The method comprises the following steps: the method comprises the steps of firstly obtaining a first model through training, then obtaining a class activation graph corresponding to a target in a first image by utilizing the first model, wherein the class activation graph can solve the defect problem of insensitivity to class information representation in the field of image processing and recognition, namely, a neural network cannot intuitively interpret the reason why the class activation graph can determine the class of the information in the image. Class activation maps are a feature learning method of discriminative area localization that works on classification training CNNs with global mean pooling and enables the network to learn to perform object localization without using any bounding box annotation. And then, positioning the key information in the first image by using the class activation map, and judging whether the key information in the enhanced image after data enhancement is over-lost or not by using the positioning information, and reserving the image after data enhancement with small loss, thereby realizing the purposes of data enhancement and reserving the key information in the original image.
Preferably, the learning rate of the convolutional neural network training is adjusted in an exponential slow-down mode.

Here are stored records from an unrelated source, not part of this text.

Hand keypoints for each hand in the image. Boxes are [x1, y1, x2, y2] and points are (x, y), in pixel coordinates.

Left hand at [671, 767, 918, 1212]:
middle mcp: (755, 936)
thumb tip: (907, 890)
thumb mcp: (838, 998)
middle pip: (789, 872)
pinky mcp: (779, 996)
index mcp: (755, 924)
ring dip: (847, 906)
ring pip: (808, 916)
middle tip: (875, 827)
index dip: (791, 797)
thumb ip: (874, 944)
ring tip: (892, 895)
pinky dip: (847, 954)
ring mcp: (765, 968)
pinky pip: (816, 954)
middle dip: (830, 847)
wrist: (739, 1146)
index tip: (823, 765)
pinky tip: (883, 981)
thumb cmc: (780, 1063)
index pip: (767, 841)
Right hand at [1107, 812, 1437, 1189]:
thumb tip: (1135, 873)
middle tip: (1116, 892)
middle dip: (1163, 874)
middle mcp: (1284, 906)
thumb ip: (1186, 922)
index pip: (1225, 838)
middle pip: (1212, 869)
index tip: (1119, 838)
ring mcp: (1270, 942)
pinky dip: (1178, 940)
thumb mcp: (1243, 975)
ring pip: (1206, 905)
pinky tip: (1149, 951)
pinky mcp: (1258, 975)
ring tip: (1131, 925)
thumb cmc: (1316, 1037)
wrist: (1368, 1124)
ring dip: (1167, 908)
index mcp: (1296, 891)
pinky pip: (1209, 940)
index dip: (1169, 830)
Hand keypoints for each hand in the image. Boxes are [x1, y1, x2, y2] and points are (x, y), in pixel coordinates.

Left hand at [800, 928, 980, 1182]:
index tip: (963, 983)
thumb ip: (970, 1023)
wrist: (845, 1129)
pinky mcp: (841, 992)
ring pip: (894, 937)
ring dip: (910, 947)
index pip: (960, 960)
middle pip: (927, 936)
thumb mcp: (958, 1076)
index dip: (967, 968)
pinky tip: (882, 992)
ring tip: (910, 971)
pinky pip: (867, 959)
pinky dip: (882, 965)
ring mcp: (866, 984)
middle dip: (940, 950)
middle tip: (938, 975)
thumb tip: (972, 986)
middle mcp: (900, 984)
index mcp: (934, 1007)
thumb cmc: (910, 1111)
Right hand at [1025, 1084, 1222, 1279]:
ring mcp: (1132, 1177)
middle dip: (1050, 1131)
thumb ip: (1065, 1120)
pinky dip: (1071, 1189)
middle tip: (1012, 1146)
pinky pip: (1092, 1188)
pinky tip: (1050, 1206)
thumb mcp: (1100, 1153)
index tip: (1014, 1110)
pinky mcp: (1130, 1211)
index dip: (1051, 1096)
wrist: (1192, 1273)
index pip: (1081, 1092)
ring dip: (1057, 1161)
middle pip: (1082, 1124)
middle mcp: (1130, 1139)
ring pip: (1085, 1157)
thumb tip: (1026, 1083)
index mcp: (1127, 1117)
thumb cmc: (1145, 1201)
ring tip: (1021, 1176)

The learning rate is an important hyper-parameter in neural network optimization. In the gradient descent method, the value of the learning rate is very critical, if the value is too large, convergence cannot be achieved, and if the value is too small, the convergence speed is too slow. Exponential slow down is an orderly adjustment strategy: orderly adjusted according to a certain rule. The advantage of this is that the initially large learning rate can help to jump out of the local optimum, and the small learning rate helps to model convergence and to model refinement.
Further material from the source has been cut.